From:Tuesday, December 18, 2001 5:35 PM -0500
Subject:GEOG: Making Maps -- Network Nugget 
To:
The geographer in me is SO happy to see these links provided with REAL ways for all teachers to use them. I'm particularly pleased that one has resources for different map projections. Yeah, a geography nerd -- Sosumi (my Japanese alter ego).

Angela
Moderator, ResourcEd

     ***[[[  MAKING MAPS   ]]]***


Maps of our planet are an important part of Social Studies
teaching. This Nugget is for teachers who either have
their students draw and colour maps, or who teach their
students how to read published maps.

The following three reputable Web sites take different
approaches to planetary maps. None require registration
or membership. They are described here in terms of how
teachers might make use of them.

1. Mapquest   http://www.mapquest.com/

    This site is easy for younger students to navigate,
   and produces maps quickly. Coverage is worldwide,
   although better in the developed world. Maps come
   with mile/kilometer scales, but have no latitude and
   longitude information. Maps come filled in - nothing
   to colour or to add by way of information - though
   on the finest scales, students can draw in their home
   and their school. Supported by some advertising.

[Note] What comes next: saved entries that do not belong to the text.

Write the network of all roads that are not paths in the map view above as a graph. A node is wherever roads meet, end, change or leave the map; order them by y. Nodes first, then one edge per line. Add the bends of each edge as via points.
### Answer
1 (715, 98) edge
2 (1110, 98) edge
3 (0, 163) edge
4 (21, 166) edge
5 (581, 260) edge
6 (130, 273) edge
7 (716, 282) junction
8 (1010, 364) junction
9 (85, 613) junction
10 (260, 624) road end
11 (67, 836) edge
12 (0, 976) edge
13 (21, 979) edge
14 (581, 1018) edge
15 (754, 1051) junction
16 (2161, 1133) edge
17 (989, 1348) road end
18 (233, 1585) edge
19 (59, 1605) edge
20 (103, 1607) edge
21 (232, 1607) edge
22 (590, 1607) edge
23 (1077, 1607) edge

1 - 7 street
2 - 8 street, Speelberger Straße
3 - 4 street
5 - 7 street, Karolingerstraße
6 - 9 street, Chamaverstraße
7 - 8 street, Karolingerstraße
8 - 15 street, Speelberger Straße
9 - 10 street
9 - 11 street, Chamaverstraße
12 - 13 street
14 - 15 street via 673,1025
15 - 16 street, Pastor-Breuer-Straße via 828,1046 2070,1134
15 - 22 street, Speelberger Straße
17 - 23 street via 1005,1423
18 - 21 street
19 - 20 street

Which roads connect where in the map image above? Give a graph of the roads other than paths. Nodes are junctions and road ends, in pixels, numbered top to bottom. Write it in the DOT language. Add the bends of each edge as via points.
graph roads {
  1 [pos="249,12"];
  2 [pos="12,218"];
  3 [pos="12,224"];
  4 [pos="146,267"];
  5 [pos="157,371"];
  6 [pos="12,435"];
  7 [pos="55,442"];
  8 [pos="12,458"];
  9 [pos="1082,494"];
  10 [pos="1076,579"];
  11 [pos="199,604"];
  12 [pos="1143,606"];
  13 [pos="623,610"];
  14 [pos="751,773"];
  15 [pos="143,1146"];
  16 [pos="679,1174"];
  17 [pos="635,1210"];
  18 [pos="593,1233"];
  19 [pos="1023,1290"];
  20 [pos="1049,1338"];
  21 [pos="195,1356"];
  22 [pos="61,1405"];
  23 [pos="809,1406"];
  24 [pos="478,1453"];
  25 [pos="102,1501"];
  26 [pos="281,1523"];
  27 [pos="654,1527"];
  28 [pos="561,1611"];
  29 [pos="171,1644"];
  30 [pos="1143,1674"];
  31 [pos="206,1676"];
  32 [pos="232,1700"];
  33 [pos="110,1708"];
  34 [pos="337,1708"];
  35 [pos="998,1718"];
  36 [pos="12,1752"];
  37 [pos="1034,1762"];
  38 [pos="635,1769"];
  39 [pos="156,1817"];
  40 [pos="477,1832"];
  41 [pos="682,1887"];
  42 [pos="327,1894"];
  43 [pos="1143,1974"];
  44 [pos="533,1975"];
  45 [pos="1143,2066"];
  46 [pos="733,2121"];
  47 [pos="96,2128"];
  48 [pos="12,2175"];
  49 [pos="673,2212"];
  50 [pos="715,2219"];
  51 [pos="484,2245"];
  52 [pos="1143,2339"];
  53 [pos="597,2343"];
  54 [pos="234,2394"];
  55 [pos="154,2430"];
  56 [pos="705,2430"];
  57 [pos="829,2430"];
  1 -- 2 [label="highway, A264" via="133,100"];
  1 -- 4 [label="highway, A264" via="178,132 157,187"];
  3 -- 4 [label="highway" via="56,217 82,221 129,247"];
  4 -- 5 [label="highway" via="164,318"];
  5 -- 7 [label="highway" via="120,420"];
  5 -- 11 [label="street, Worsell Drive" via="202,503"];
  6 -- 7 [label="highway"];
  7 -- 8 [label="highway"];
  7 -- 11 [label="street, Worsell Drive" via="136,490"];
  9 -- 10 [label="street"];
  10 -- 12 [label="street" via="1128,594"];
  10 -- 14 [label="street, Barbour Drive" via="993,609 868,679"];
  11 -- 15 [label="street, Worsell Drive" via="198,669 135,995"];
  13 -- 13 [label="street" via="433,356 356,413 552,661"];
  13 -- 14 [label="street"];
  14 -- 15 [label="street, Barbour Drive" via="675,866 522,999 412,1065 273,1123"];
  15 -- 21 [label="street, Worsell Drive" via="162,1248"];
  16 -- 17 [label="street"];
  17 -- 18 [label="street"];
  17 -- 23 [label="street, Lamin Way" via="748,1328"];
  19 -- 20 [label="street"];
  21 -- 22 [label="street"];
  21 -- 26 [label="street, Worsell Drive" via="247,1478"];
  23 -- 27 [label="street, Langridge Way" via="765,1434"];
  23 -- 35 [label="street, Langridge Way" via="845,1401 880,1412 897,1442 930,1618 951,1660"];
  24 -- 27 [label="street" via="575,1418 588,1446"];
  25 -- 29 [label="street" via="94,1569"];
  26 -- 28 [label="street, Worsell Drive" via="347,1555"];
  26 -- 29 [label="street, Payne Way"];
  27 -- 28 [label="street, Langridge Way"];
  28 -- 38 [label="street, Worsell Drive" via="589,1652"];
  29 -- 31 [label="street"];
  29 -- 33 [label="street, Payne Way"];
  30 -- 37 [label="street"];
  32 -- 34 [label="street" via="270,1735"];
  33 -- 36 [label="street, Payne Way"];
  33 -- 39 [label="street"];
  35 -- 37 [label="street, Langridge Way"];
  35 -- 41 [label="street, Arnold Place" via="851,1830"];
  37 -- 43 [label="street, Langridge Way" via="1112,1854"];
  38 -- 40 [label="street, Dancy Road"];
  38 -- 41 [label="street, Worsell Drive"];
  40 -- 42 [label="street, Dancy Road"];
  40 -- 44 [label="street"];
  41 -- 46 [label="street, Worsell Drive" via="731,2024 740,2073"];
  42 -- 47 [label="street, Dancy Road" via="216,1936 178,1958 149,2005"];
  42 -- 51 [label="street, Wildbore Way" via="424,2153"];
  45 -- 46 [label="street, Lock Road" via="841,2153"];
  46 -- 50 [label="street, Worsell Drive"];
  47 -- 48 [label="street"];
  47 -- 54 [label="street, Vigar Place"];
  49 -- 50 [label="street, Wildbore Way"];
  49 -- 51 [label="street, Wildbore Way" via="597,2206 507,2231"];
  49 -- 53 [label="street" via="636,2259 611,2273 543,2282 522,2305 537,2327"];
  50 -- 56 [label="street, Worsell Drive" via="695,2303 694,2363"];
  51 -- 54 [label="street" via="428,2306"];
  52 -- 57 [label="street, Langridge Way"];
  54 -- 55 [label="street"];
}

    Teachers' favourite here...in moments, you or your
   students can call up and print a clean, printable,
   outline map of any country in the world. Print the map
   with or without the identifying names on it. National
   Geographic's site offers several kinds of interactive
   maps, but these printable versions may be the most
   handy for classroom use.


    From Germany, this site has the user choose the exact
   boundaries of his or her map, as well as what to place
   on it and what projection to use. The site is rather
   slow and less friendly. But, it's the best of the three
   if you are teaching your students to *use* latitude and
   longitude, and for the different kinds of cartographic
   map projections (Mercator etc.), and the features one
   finds on maps. That's because OMC requires the student
   to specify all the above in order to obtain the map!

My thanks to Dave Rogers for this Network Nugget.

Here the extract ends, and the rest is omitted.